What I did was just right click on one > Open With, Select Regsvr32.exe and select to always open this type of file with this program.

But good tip.

----------


## jeremy_ckw

Heh... :Smilie:  How do I undo this? Just delete all the registry entries?

----------


## mendhak

Nope.  You're stuck with it forever now!  Mwahah!! :evil:











































Yeah, just delete the registry entries.

----------


## jeremy_ckw

> _Originally posted by mendhak_ 
> *Nope.  You're stuck with it forever now!  Mwahah!! :evil:
> 
> 
> 
> 
> 
> 
> 
> ...


Very funny...hahahha....well...thanks for the great tips, mate!

----------


## kleinma

too bad theres not a way to only have it show on files that can actually be registered/unregistered instead of all DLLs

----------


## crptcblade

> _Originally posted by kleinma_ 
> *too bad theres not a way to only have it show on files that can actually be registered/unregistered instead of all DLLs*


That's not really true, its just a lot harder to accomplish.

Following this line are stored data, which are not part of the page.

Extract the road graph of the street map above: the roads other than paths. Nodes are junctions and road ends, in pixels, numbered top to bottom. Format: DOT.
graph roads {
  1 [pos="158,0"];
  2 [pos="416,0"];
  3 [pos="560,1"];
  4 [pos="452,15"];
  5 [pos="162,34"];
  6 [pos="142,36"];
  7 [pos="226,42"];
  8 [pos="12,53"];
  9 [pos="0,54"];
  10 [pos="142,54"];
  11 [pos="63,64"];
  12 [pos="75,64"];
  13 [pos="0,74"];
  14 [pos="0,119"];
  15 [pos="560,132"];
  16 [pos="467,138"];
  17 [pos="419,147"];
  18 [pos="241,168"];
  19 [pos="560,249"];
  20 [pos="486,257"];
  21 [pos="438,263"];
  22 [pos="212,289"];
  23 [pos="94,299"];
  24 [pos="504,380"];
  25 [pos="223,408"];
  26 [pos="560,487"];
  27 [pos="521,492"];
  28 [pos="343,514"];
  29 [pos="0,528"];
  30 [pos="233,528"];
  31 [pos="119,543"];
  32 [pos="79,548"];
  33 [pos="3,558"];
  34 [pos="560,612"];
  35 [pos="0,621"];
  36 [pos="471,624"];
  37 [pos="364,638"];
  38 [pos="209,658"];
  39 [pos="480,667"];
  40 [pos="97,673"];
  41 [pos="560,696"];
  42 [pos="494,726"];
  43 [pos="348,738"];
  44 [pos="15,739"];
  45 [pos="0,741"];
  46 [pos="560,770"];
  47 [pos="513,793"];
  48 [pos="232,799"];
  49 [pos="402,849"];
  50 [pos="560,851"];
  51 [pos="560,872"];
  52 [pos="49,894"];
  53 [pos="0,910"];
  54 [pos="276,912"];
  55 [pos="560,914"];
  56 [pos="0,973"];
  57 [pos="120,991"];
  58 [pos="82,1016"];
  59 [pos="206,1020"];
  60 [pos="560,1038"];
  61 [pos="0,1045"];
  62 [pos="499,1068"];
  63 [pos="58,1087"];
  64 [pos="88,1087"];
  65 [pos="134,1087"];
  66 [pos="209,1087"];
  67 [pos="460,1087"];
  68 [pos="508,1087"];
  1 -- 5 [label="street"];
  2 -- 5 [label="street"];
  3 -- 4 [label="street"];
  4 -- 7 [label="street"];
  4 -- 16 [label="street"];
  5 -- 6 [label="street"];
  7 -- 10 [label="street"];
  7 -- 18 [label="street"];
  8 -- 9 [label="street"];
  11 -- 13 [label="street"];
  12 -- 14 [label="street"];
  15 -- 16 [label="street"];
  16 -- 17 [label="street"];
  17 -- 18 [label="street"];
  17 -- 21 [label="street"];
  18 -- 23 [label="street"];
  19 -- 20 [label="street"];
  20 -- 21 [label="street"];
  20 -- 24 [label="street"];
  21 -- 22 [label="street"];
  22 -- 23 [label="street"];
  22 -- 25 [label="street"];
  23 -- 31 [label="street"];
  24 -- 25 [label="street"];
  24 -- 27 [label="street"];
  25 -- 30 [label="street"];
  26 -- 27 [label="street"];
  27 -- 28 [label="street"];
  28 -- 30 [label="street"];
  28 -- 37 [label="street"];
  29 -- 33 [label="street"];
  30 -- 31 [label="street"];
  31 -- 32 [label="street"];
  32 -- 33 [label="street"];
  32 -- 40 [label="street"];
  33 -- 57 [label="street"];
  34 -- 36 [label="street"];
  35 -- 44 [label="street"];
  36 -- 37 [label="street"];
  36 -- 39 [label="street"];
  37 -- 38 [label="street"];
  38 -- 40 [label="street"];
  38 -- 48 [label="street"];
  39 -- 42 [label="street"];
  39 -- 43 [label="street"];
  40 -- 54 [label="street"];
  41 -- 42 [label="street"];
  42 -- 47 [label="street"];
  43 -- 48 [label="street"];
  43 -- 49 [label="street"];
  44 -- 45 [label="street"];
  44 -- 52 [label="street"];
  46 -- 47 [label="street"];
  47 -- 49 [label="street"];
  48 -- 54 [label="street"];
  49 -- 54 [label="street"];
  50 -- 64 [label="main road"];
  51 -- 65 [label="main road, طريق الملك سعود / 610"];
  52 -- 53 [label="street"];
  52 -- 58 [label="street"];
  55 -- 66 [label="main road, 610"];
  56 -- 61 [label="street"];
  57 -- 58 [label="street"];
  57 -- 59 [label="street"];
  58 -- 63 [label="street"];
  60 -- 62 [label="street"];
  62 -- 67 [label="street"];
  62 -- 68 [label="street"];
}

http://www.vbforums.com/showthread.p...hreadid=190107
http://www.vbforums.com/showthread.p...hreadid=242824

----------


## mendhak

Whoops. 

Got kicked so hard it duplicated itself.  :Ehh:

----------


## Madboy

Does it matter where you put this registry key in the registry?

----------


## CornedBee

On 2k and XP you can put it in
HKEY_LOCAL_MACHINE/Software/Classes
so that every user has it, or in
HKEY_CURRENT_USER/Software/Classes
so that only you have it.

But the stuff mendhak posted automatically places itself in
HKEY_CLASSES_ROOT
so I don't know which case applies.


It would be possible to associate this stuff only with DLLs that CAN be registered, I could even write something like it. Question is, do I care?

----------


## Madboy

So i can pop it in anywhere? :Confused:

----------


## CornedBee

As mendhak said, put this stuff into a .reg file. It will know where to place itself.

----------


## Madboy

Where do you get the .reg files from though? They aint in any of my windows context menu's

----------


## CornedBee

Fire up notepad, copy and paste the code from here and save as a .reg.

----------


## Madboy

Cheers dude :wave:

----------


## csar

It should have quote sign " around %1 to ignore the error when dll file was stored in directory that had space in name.


regsvr32.exe %1

,should be this

regsvr32.exe "%1"


lol

----------